Men also do plenty of unpaid work. They also in general work longer hours, do more overtime and work in dangerous, therefore higher paying jobs.


K.L. Davis 5 years ago

We live in a post-patriarchal society, not an equal one.

Feminists fought for the same rights and opportunities as men. I understand that at the time, masculine measures of success (wealth, power) were the height of human endeavour. However, at some point in an equal society (traditional) feminine measures of success (caring for others- especially the vulnerable, creating and maintaining functional groups) must be included in the mix.

In an equal society experience in being a long-term primary carer would not only be rewarded financially but with status. It would count towards being elected into parliament (and its absence punished) and gaining any job requiring time and people management.

Of course, if being a primary carer came with a salary, recognition, and was generally treated as an important job and not a hobby, then we would also see other things happening. There would be training and assessment, and merit-based appointment. Women wouldn't be the default primary carer. If men had the necessary knowledge and skills (which they would fight to attain), then they could compete to be the primary carer and so reap the short and long-term benefits of their decision.
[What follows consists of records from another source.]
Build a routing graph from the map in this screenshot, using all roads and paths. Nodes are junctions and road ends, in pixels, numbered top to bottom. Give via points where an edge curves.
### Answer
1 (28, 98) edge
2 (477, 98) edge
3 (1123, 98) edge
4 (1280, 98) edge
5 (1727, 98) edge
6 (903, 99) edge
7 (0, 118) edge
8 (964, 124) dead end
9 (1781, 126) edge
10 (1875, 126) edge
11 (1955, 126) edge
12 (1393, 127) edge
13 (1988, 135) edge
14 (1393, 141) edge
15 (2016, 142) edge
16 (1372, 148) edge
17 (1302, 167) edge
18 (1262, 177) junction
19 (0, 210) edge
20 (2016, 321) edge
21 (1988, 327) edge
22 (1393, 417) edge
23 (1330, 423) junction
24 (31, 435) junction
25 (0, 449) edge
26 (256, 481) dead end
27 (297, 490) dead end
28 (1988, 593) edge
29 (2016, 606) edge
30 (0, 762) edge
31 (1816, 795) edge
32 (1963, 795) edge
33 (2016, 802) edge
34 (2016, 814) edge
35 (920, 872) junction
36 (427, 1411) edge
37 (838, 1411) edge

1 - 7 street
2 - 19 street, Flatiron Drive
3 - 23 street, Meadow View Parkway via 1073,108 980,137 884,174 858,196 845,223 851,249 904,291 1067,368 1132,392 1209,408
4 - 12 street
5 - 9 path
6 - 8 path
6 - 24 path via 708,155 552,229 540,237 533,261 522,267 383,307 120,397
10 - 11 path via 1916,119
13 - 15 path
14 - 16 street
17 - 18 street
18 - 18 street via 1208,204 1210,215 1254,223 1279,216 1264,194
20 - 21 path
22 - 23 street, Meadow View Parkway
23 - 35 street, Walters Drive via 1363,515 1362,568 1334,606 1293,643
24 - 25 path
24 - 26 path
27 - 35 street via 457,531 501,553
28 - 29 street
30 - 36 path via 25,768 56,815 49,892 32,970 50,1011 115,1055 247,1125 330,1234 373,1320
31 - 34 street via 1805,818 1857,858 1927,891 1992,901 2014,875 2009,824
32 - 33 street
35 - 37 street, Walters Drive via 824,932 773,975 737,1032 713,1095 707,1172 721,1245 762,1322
In short, the mistake of the earlier feminists was assuming that because traditional female roles weren't as valued as traditional male roles, then female roles objectively have less value. They don't. Caring for children from birth to adulthood requires knowledge and skill. Caring for people who are sick and disabled requires knowledge and skill. Being female doesn't automatically grant carers the interest, knowledge, or skills necessary for the job any more than being male doesn't automatically grant builders, mechanics, and truck drivers the necessary skills and knowledge to do their jobs.